One of the sillier defenses of yesterday's appearance by Mahmoud Ahmadinejad at Columbia University came from the man who initiated the Ahmadinejad speech. Over the weekend, John Coatsworth, acting dean of Columbia University's School of International and Public Affairs, suggested that had Columbia invited Adolf Hitler to Columbia in 1939, he would not have underestimated the will of the American people and would have avoided declaring war on the US. Bret Stephens addresses this in today's OpinionJournal:
Let's assume, however, that Hitler had used the occasion of his speech not just to dissimulate but to really air his mind, to give vent not just to Germany's historical grievances but to his own apocalyptic ambitions. In "Terror and Liberalism" (2003), Columbia alumnus Paul Berman observes the way in which prewar French socialists--keenly aware and totally opposed to Hitler's platform--nonetheless took the view that Germany had to be accommodated and that the real threat to peace came from their own "warmongers and arms manufacturers." This notion, Mr. Berman writes, rested in turn on a philosophical belief that "even the enemies of reason cannot be the enemies of reason. Even the unreasonable must be, in some fashion, reasonable."

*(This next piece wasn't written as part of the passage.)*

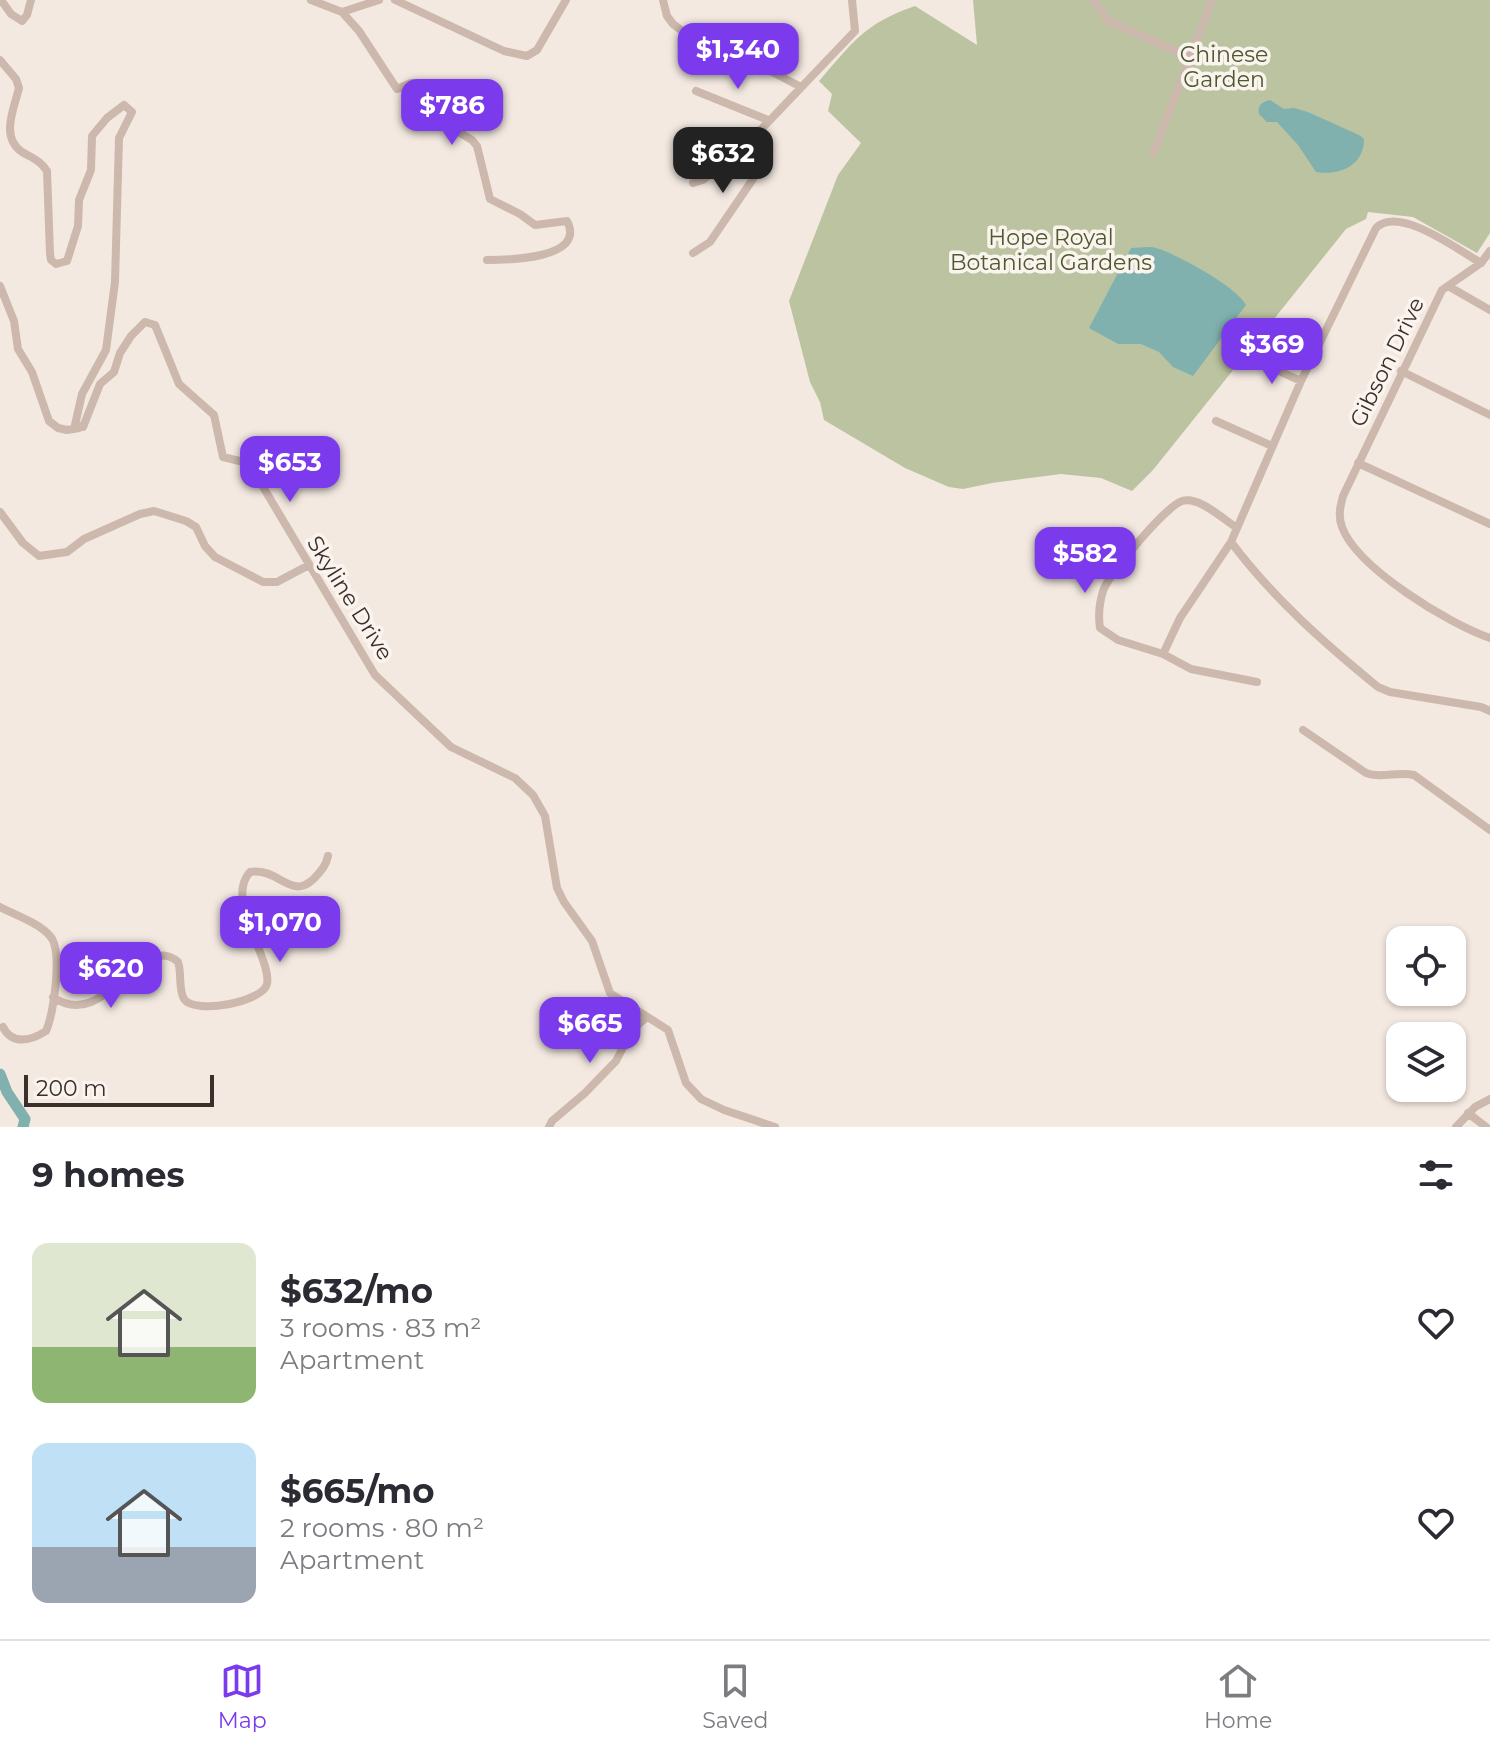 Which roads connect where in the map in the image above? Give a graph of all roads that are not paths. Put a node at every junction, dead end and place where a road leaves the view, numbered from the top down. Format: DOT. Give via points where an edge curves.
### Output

So there is Adolf Hitler on our imagined stage, ranting about the soon-to-be-fulfilled destiny of the Aryan race. And his audience of outstanding Columbia men are mostly appalled, as they should be. But they are also engrossed, and curious, and if it occurs to some of them that the man should be arrested on the spot they don't say it. Nor do they ask, "How will we come to terms with his world?" Instead, they wonder how to make him see "reason," as reasonable people do.
In just a few years, some of these men will be rushing a beach at Normandy or caught in a firefight in the Ardennes. And the fact that their ideas were finer and better than Hitler's will have done nothing to keep them and millions of their countrymen from harm, and nothing to get them out of its way.
These what-if games can be a lot of fun and offer all sorts of debatable outcomes. This, however, doesn't to anyone with any sense of what Hitler was doing in 1939, 1938, or pretty much since the reoccupation of the Rhineland. Stephens addresses the contemporaneous response to Hitler from Academia and Literaria, so let's remind people of the other historical realities.
Hitler spent the years before the war making speeches intended for outside consumption. He talked about the German desire for peace; he reminded foreign audiences incessantly of all Germany had lost during the previous war. Germany had no desire to bleed all over again, Hitler insisted, but it wanted its proper status in the community of nations recognized.
The more Hitler talked like this, the more appeasement minded the West became. They talked about his reasonable attitude and the unfairness of the Versailles shackles, while ignoring both his manifesto in Mein Kampf and his domestic rhetoric. Hitler had done more than just talk, too, by 1939. He had rearmed in violation of treaties, he had conducted an Anschluss in his annexation of Austria, and he had already dismembered Czechoslovakia in direct opposition to his promises at Munich in 1938.
And let's not forget that by 1939, both the Nuremberg racial laws and Krystallnacht were historical facts.
An invitation to Columbia in 1939 would have only perpetuated the fraud that Hitler had worn almost threadbare in Europe by that time. It would not have convinced Hitler to deviate from war, but would have assured him that America was just as spineless as the democracies he detested in Europe. And in any event, Hitler declared war on the US to honor his treaty obligations to Japan, which Coatsworth seems to have forgotten.
The parallels between the 1939 hypothetical of Coatsworth and the appearance of Ahmadinejad yesterday do seem striking -- and they refute any defense of Columbia's staging of Iranian propaganda.